Extracted records: Begin

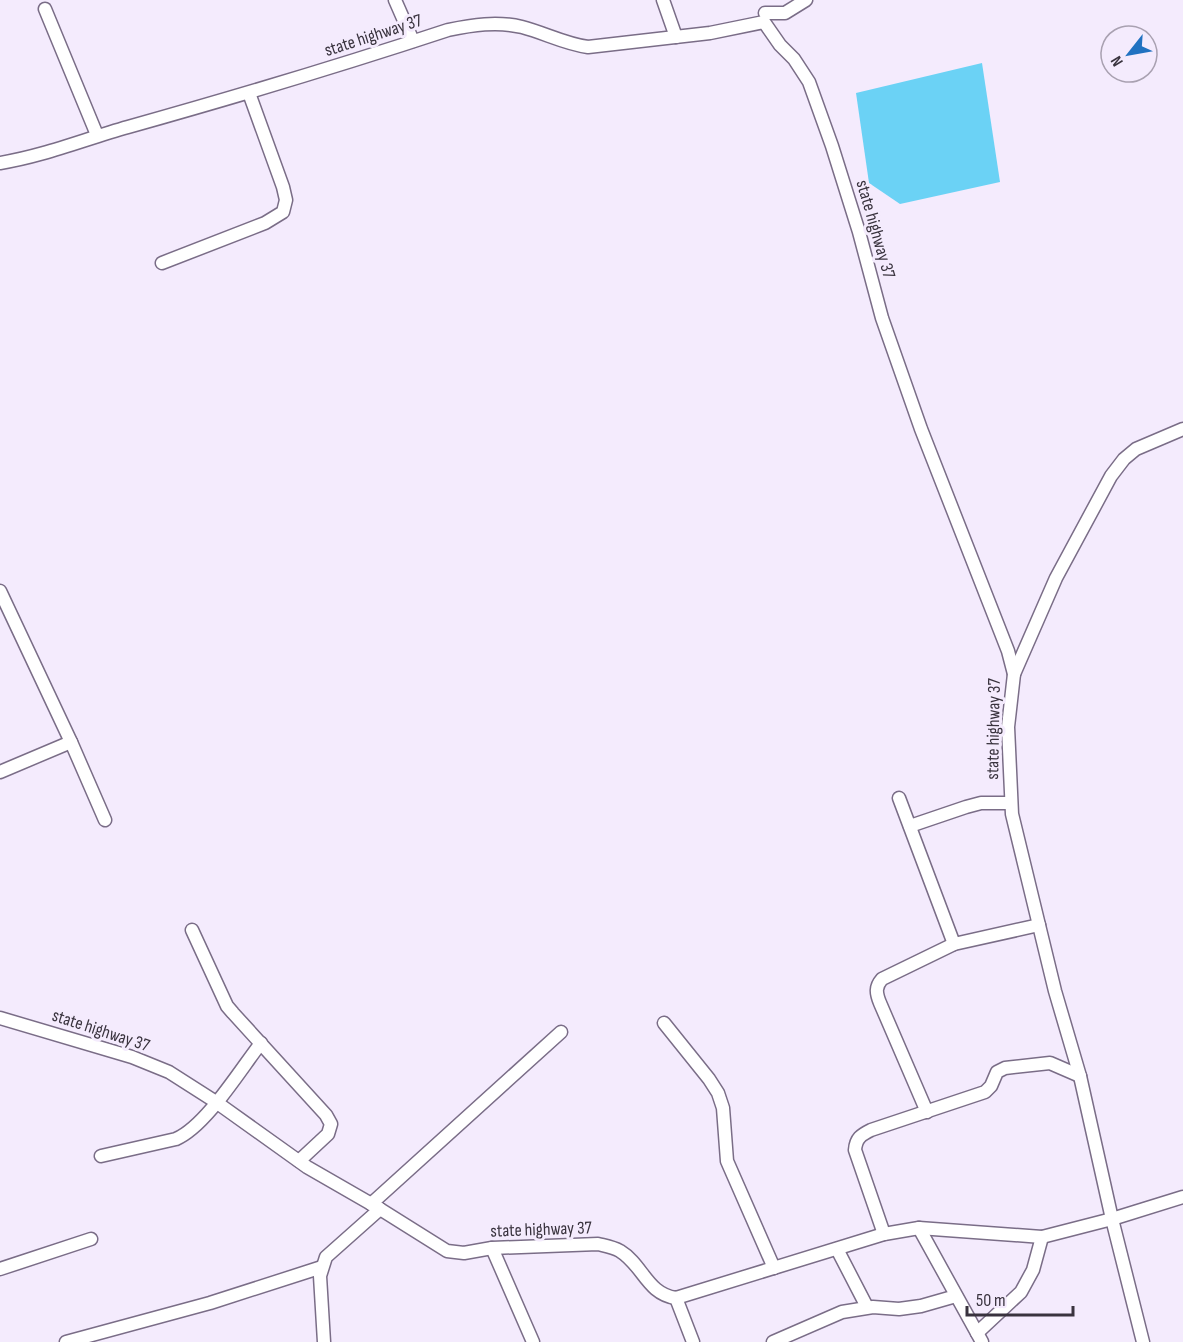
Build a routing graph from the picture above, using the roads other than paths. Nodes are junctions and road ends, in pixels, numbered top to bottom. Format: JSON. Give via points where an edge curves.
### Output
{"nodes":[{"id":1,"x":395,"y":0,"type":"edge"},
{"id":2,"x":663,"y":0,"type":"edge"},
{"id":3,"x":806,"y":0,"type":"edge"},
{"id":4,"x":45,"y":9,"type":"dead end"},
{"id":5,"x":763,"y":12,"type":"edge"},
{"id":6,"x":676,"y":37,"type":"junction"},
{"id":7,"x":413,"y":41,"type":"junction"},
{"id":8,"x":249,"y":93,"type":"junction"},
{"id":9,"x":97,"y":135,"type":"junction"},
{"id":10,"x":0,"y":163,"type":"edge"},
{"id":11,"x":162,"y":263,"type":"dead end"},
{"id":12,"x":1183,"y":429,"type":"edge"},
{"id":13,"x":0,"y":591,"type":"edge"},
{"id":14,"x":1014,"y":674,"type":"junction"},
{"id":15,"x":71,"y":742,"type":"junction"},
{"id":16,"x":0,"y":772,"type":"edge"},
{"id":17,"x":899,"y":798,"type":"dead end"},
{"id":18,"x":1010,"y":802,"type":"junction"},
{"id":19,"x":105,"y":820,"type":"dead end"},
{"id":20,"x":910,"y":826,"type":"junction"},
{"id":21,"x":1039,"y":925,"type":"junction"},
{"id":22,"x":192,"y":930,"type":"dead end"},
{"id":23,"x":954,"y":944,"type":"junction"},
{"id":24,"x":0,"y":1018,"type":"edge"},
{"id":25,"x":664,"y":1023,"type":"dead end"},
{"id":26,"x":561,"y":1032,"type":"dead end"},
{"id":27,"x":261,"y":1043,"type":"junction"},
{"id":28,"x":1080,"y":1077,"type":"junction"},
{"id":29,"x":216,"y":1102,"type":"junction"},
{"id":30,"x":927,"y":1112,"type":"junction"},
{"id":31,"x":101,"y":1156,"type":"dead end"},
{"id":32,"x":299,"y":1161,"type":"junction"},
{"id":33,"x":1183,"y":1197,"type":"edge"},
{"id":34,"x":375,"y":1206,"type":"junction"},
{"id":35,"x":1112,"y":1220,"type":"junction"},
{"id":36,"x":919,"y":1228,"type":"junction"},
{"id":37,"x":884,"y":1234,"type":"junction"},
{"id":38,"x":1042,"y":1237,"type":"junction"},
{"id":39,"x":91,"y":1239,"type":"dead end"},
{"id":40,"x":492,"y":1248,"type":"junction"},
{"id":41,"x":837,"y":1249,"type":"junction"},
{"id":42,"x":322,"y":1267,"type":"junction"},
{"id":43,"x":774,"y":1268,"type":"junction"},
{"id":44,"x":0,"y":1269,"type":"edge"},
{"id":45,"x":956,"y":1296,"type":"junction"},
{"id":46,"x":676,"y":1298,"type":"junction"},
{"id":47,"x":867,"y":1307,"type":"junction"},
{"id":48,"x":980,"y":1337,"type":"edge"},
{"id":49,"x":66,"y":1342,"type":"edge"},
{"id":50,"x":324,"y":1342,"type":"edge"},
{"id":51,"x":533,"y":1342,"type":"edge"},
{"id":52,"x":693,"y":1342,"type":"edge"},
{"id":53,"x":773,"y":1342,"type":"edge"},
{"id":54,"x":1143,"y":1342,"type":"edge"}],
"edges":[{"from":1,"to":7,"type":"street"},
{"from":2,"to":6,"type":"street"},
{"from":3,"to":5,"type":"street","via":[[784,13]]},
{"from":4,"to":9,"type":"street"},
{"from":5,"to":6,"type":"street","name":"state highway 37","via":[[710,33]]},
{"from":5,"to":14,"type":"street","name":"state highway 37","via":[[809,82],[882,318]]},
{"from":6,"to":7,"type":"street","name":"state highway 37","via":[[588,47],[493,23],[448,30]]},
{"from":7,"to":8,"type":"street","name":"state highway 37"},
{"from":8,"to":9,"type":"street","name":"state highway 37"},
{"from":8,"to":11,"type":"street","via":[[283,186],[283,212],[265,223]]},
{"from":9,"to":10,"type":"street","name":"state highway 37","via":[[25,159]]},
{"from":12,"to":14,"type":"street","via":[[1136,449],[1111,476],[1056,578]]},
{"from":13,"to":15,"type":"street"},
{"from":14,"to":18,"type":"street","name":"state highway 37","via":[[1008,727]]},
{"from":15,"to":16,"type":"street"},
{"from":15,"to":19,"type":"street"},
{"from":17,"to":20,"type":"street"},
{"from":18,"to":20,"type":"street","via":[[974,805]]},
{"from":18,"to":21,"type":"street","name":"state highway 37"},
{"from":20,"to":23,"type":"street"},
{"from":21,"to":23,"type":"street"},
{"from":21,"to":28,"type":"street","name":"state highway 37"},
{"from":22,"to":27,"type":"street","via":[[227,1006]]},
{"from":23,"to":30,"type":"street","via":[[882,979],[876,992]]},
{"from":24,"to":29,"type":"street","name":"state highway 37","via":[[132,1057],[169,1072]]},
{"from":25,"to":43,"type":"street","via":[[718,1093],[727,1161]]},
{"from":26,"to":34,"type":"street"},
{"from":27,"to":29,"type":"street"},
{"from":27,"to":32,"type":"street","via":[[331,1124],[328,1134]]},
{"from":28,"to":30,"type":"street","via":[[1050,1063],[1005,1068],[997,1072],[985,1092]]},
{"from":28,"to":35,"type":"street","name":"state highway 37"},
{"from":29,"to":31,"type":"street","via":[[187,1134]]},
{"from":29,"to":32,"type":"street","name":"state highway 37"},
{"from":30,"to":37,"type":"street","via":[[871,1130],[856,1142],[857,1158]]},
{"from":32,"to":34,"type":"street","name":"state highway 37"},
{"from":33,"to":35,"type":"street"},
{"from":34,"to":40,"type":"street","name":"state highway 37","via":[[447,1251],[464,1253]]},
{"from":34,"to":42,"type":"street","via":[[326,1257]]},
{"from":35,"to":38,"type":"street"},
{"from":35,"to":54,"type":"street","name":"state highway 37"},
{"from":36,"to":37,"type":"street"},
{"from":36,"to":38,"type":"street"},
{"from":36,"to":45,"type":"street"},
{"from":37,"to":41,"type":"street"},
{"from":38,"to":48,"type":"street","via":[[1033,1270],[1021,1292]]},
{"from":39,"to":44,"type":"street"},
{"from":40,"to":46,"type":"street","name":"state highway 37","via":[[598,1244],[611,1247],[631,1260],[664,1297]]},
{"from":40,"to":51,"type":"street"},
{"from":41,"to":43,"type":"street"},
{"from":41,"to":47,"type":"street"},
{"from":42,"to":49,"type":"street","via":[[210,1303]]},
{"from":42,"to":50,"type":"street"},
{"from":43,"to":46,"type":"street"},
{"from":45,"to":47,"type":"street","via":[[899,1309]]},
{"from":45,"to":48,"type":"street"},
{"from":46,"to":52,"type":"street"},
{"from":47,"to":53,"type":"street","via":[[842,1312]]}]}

Extracted records: End
Extracted records: Begin

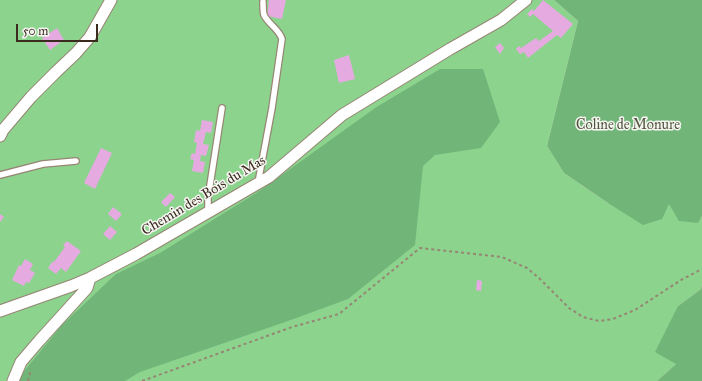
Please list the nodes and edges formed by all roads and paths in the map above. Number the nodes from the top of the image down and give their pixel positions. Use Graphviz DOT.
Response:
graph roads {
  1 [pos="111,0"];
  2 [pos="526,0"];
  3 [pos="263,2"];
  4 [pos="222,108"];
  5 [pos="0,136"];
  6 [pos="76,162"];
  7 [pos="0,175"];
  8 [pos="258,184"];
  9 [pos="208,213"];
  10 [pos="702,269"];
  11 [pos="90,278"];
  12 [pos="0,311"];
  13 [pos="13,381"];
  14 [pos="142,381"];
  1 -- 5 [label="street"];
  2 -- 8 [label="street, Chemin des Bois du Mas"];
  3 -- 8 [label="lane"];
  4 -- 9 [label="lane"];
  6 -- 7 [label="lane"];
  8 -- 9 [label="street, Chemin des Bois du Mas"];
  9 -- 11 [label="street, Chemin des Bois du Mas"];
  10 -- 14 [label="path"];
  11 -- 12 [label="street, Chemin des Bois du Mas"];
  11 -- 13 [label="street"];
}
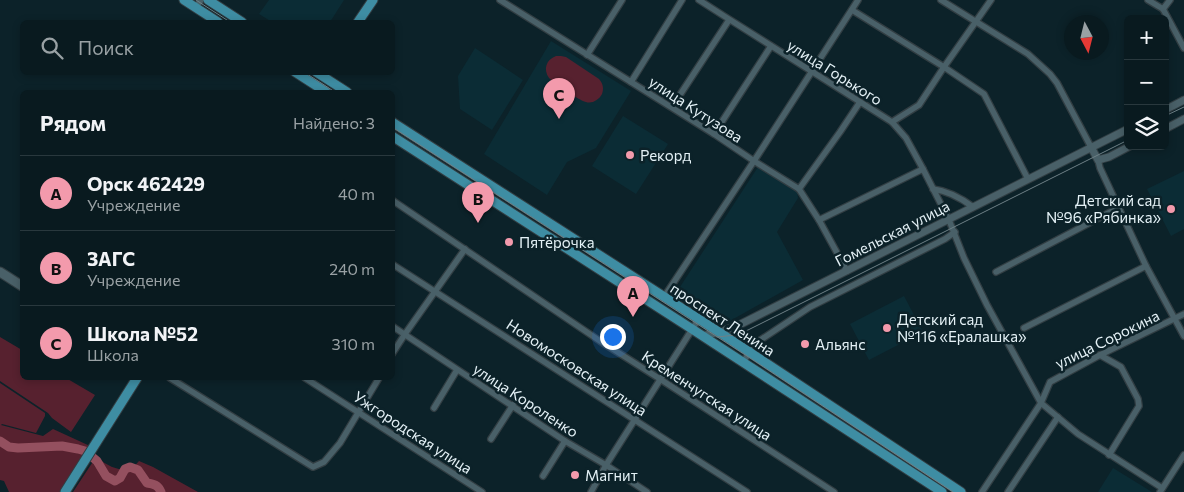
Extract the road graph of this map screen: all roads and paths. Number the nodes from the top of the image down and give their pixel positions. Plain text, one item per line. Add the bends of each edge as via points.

Extracted records: End

→ **Task prompt**: Whenever a line of the data includes the word "their", show that line in full.

→ **Answer area**:
Please list the nodes and edges formed by all roads and paths in the map above. Number the nodes from the top of the image down and give their pixel positions. Use Graphviz DOT.
Extract the road graph of this map screen: all roads and paths. Number the nodes from the top of the image down and give their pixel positions. Plain text, one item per line. Add the bends of each edge as via points.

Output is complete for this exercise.